My brain doesn’t feel ready. That’s the problem. If our brains were easier creatures to deal with, a lot of things would become easier!

I have decided to start meditating. Or at least to start trying. I’ve tried at various times in the past, with mostly not great results. But I’m in a place right now where it will be easier, thanks to the biking.

A friend was giving me some links on the type of meditation that he does. (Who knew that there were *types*?!) It was really weird to me. He doesn’t seem like a judgemental type, but in explaining that there are two essential types (zazen and mindfulness), he basically said that everyone benefits from zazen and some people seem to benefit from mindfulness even though it’s from a completely different school.

Odd way to put it.

So I followed his zazen links. The first was a few pages of photos showing how to approach your cushion, make a few bows, how to sit, how to hold your hands. Uh huh. The next link was some guy’s blog that he really liked. A zazen master, presumably. The blog had a lot about why it wasn’t really meditation if you were sitting in a chair, and why they (the zazen community in general) weren’t being exclusionary or discriminatory even though they will come right out and say that unless you were physically capable of sitting in their super special way, you weren’t welcome.


So suffice to say I wasn’t interested in reading more about zazen. I like mindfulness. I have read a few things by Thich Nhat Hanh and Pema Chodron and I like their approach, I like what they say about mindfulness. My therapist had a mindfulness focus – it’s the reason I chose her – and it works for me. So I told my friend who kindly had given me these links that I was going to check out the mindfulness meditation because I felt it would suit me better.

This guy is really into the zazen thing. He responded that he didn’t think it would do any harm to experiment and cross over, though the zazen master (the one whose blog he linked me to) wouldn’t agree.

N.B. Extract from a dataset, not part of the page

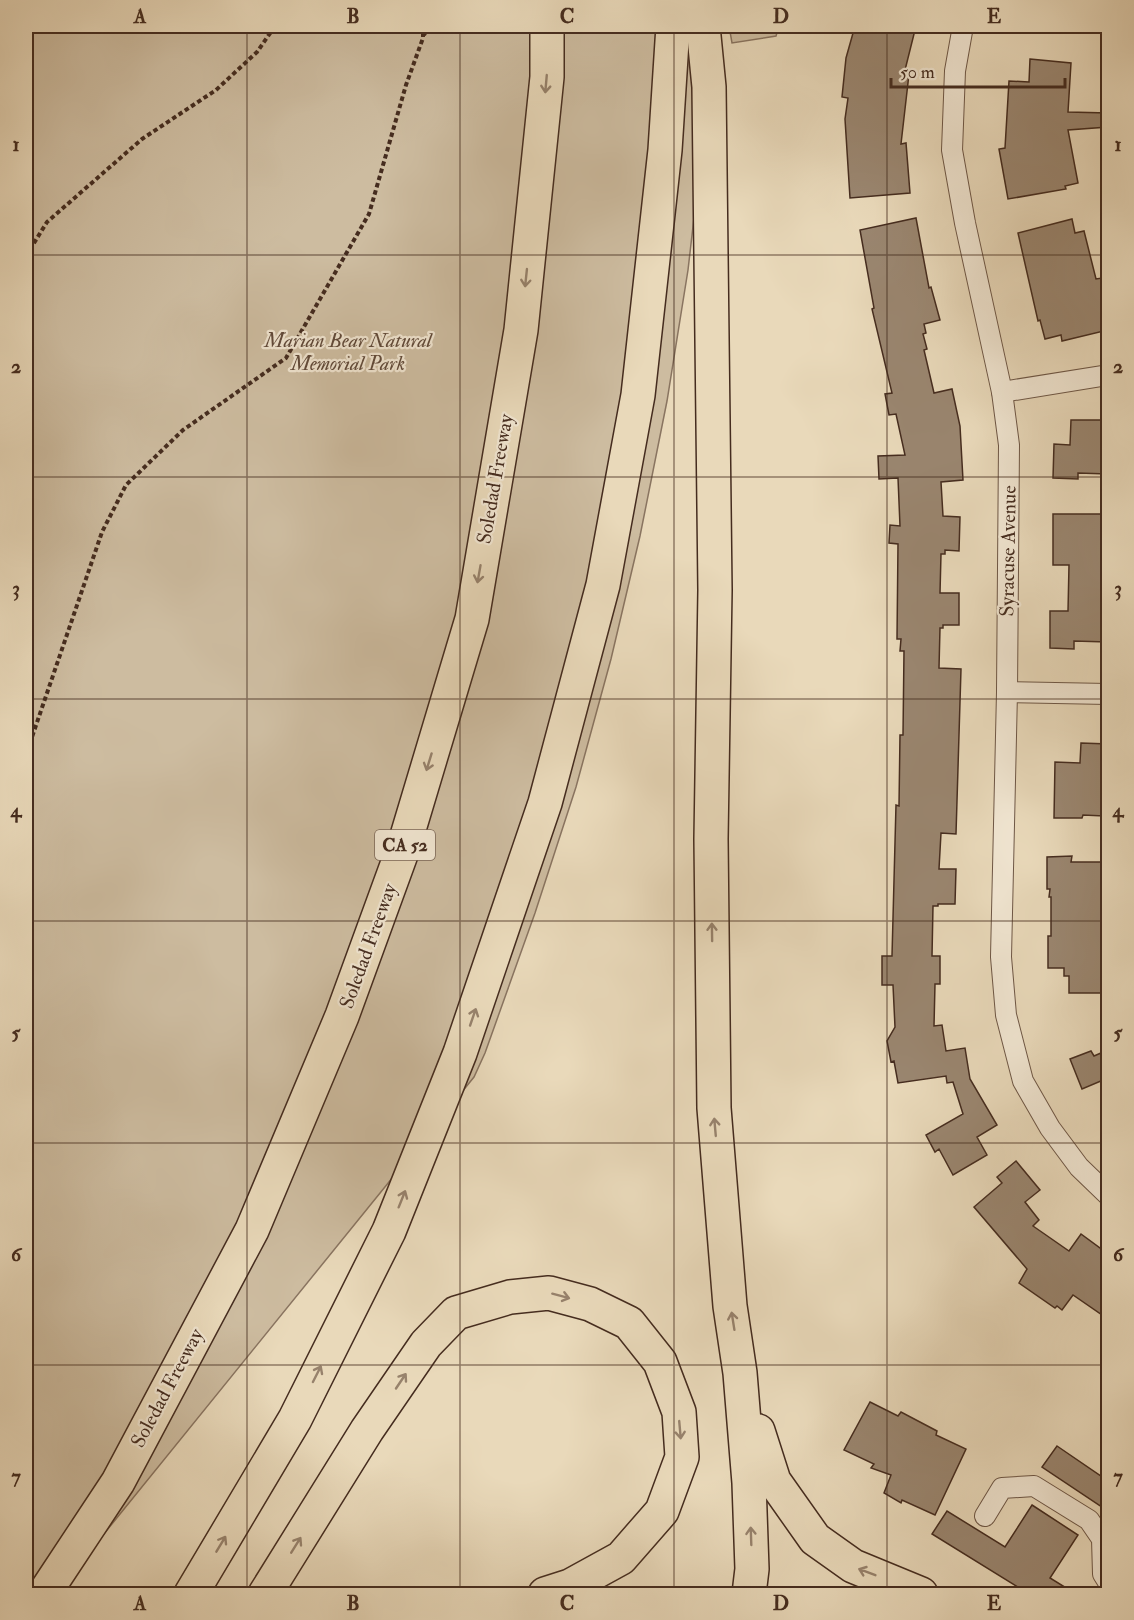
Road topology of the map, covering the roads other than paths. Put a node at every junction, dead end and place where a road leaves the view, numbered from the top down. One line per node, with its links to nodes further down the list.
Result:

Weird, really really weird. To me.

So, within two emails, he told me two things, and I am not even sure he’s aware of how weird it was for him to say these things.

1. He doesn’t believe that most people are helped by mindfulness meditation (as opposed to zazen, which helps everyone).

2. He thinks mindfulness meditation can be harmful, which he reveals by assuring me that he doesn’t think it’s harmful to “experiment” and “cross over”.

Is it me? Or is it weird, really really weird, that someone would say that of two “styles” of sitting on a cushion to meditate in exactly the same way (but one with an obsession about the sitting as it’s own Thing), one is helpful and the other is harmful?

They’re the same damn thing! Seriously, the only difference between the two “styles” is the people talking about them!

I don’t have a special cushion or a secret handshake.

I’m just going to sit. Mindfully. And I’m going to start tonight.